You are viewing a plain text version of this content. The canonical link for it is here.
Posted to dev@couchdb.apache.org by Dustin Sallings <du...@spy.net> on 2011/08/08 20:57:33 UTC

git conversion (was: Re: dev Digest of: thread.17379)

	[sorry for screwing up the subject]

On Aug 8, 2011, at 11:22 AM, Paul Davis wrote:

> Nice! Any hints you have about validating SVN->Git conversions or
> tooling would be greatly appreciated. I don't really have much other
> than the obvious Graphviz plotting tool.

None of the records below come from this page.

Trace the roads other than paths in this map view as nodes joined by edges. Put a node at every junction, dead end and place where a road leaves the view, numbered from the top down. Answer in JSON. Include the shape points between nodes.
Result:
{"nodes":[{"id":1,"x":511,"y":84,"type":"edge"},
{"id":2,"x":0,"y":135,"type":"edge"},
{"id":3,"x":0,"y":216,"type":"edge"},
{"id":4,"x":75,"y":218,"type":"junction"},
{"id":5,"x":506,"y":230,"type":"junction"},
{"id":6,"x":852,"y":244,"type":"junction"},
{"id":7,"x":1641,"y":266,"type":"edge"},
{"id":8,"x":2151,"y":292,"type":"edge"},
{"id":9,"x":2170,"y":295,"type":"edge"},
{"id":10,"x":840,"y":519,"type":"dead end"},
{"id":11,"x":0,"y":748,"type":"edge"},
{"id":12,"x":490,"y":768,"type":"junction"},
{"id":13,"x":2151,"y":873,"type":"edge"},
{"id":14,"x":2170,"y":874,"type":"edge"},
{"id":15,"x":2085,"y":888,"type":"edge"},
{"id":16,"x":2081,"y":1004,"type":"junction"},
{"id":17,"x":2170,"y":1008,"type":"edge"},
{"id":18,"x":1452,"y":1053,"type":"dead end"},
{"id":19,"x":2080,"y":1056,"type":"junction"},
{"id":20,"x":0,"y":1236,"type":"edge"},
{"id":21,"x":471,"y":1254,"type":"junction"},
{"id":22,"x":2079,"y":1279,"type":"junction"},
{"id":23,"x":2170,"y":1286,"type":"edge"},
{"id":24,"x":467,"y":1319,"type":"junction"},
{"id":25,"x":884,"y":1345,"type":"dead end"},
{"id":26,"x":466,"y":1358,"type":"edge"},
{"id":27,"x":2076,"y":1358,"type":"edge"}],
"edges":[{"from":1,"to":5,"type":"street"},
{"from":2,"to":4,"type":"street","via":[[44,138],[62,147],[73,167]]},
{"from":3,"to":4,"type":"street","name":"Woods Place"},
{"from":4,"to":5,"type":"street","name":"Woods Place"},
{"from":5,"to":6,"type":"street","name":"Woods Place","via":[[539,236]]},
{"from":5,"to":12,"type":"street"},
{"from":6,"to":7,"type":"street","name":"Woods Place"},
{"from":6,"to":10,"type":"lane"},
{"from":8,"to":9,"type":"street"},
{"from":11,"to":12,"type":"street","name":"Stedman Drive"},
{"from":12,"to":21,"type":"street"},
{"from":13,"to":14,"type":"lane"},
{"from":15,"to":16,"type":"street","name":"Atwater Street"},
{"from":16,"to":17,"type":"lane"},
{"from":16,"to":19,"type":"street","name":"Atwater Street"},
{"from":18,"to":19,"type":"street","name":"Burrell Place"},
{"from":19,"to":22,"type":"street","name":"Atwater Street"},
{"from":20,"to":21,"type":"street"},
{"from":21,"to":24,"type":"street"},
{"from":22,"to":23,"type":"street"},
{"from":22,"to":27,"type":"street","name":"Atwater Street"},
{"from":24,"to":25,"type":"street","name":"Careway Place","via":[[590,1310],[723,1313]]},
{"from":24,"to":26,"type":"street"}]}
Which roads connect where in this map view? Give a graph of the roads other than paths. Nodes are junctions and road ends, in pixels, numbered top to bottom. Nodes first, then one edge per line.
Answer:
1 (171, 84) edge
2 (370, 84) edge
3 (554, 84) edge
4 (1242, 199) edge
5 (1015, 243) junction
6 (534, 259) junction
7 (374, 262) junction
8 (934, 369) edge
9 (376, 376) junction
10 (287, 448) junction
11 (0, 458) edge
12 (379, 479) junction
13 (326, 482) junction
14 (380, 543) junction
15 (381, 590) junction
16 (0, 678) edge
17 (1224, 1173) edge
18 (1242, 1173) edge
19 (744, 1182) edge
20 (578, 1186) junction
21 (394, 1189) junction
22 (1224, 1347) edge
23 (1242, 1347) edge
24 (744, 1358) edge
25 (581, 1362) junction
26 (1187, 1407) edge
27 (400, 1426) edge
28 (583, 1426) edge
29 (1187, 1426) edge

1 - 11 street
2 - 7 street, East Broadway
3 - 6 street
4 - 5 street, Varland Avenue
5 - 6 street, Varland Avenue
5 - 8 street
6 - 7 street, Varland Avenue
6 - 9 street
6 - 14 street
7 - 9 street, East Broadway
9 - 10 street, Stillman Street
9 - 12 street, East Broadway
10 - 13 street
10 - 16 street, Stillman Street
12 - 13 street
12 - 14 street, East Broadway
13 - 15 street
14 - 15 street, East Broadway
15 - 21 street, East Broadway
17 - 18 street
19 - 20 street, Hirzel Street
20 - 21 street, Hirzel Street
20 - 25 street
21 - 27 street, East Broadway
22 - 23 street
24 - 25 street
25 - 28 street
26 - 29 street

Beyond that I don't have
> anything other than getting each TLP to verify their own history.

	I wrote a tool that would take two git trees that had no common history, but were expected to converge on the same tree state and show a graphical diff as part of the memcached conversion.  It produces output that looks like this:

		http://public.west.spy.net/memcached/compare.html

	As it is, it won't help you much if you're planning to move source around *during* the conversion, but it does a good job of verifying that you didn't break anything in rebasing, updating commit messages, changing authors, committers, etc...

	Basically, you just need two refs in a single git repo (old-branch vs. rewritten-stuff) and run "git tree-converge old-branch rewritten-stuff" and you get tons of html spewed at you.

	https://github.com/dustin/bindir/blob/master/git-tree-converge

> I'm also not sure if it makes a difference, but the ASF SVN repo is
> one huge monolithic thing, so it's a lot of project histories
> intertwined which I'm looking forward to finding awesome conversion
> bugs with.


	The biggest problem I've had with such things is actually having svn be willing to give up the history.  As long as you can get it out in any way at all, we can fix it.  The worst case would be doing a complete reproduction of the svn history in a monolithic git repo.  I can work with that.  It's likely unnecessary.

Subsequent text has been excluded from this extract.